Le château de Chivry. — La salle du dais. — Le sire de Nointel ramène aux pieds de sa fiancée dix captifs enchaînés. — Un repas de noce au quatorzième siècle. — La poterne du château. — La loi du talion. — Le pont de l’Orville. — Le sire de Nointel et le chevalier de Chaumontel. — Charles-le-Mauvais. — Message de Mahiet. — Politique du roi de Navarre. — Guillaume Caillet couronné roi des Jacques.

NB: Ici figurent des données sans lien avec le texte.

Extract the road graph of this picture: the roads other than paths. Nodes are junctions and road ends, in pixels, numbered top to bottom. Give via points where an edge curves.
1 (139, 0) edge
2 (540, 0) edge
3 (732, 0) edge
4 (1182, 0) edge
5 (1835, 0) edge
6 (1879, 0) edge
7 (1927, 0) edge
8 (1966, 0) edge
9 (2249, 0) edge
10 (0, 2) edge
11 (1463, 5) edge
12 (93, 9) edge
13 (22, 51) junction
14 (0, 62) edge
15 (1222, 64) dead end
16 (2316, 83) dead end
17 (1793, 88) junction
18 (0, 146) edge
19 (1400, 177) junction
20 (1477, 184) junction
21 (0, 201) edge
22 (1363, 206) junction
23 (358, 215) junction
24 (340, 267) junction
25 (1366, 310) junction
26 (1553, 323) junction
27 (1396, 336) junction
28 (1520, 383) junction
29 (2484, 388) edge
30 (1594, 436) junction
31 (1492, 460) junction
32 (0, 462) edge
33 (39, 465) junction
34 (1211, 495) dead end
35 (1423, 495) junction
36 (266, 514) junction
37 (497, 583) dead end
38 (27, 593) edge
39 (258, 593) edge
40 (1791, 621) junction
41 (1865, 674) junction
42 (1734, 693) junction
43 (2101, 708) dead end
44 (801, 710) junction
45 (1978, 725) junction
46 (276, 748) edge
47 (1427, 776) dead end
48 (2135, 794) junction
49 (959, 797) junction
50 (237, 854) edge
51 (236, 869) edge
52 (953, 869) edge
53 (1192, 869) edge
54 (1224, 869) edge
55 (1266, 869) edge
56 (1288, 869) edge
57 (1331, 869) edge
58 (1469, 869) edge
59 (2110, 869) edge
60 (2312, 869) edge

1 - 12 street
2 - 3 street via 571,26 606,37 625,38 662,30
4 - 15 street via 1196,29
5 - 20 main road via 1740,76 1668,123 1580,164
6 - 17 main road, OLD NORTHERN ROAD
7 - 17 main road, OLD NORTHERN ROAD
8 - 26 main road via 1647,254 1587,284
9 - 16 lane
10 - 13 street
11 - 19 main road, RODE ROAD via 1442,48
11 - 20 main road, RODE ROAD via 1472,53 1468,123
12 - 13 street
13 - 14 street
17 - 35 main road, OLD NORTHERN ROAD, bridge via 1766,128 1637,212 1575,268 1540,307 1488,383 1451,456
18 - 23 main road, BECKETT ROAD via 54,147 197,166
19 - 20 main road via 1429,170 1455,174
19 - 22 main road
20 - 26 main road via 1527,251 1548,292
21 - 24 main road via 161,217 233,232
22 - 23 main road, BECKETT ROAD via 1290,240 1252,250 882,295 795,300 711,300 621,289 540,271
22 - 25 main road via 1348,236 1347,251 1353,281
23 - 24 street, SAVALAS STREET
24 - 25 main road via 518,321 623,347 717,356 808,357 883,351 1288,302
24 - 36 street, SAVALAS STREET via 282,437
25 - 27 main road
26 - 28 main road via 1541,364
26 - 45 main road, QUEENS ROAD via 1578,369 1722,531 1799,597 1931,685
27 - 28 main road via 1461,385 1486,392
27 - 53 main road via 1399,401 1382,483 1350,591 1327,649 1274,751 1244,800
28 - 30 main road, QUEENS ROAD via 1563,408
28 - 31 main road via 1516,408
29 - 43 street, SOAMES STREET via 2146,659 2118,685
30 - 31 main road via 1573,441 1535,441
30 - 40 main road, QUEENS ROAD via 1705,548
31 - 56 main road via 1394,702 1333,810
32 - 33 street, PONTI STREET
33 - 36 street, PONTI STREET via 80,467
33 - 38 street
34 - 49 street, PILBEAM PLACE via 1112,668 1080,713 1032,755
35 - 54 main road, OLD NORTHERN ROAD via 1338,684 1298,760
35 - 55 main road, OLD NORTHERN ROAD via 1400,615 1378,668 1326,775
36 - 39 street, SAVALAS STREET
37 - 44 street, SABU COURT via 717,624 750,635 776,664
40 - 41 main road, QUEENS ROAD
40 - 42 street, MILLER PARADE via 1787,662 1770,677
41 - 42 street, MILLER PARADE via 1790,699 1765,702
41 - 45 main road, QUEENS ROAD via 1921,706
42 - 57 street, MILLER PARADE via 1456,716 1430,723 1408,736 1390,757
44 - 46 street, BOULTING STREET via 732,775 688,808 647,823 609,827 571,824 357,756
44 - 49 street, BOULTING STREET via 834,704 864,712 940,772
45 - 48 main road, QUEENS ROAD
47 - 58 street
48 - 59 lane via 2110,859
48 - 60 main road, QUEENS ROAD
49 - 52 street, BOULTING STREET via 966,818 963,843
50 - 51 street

Le château de Chivry, situé à trois lieues de Nointel et bâti, comme presque tous les manoirs féodaux, au sommet d’une montagne escarpée, n’a rien à redouter d’une attaque de vive force ; défendu par cent hommes d’armes et par sa position, il peut résister à un long siége ; et pour entreprendre une pareille attaque, des machines de guerre et des engins d’artillerie eussent été indispensables. La magnificence intérieure de cet édifice seigneurial égale sa force défensive ; entre autres somptuosités, la salle du dais, ou salle d’honneur, offre un coup d’œil splendide. Ses solives, peintes et dorées, étincellent sur le bleu du plafond ; de riches tentures couvrent les murailles, et d’énormes cheminées de pierre sculptée, où brûlent des troncs d’arbres entiers, s’élèvent aux deux extrémités de cette immense galerie, éclairée par dix fenêtres à ogives, aux vitraux armoriés, et large de cent pas, sur deux cents de longueur ; vastes dimensions indispensables aux cérémonies des festins d’apparat, dans lesquels les majordomes du sire de Chivry entrent, selon la coutume, à cheval, par l’une des portes de la salle, apportant solennellement dans des plats d’argent les mets d’honneur, tels que paons et faisans rôtis, ornés de leur tête, de leurs ailes et de leurs queues chatoyantes ; ou encore pâtisseries gigantesques représentant le manoir seigneurial, orné d’un écusson armorié de vives couleurs, glorieux mets que les pages placent sur la table devant la reine du festin.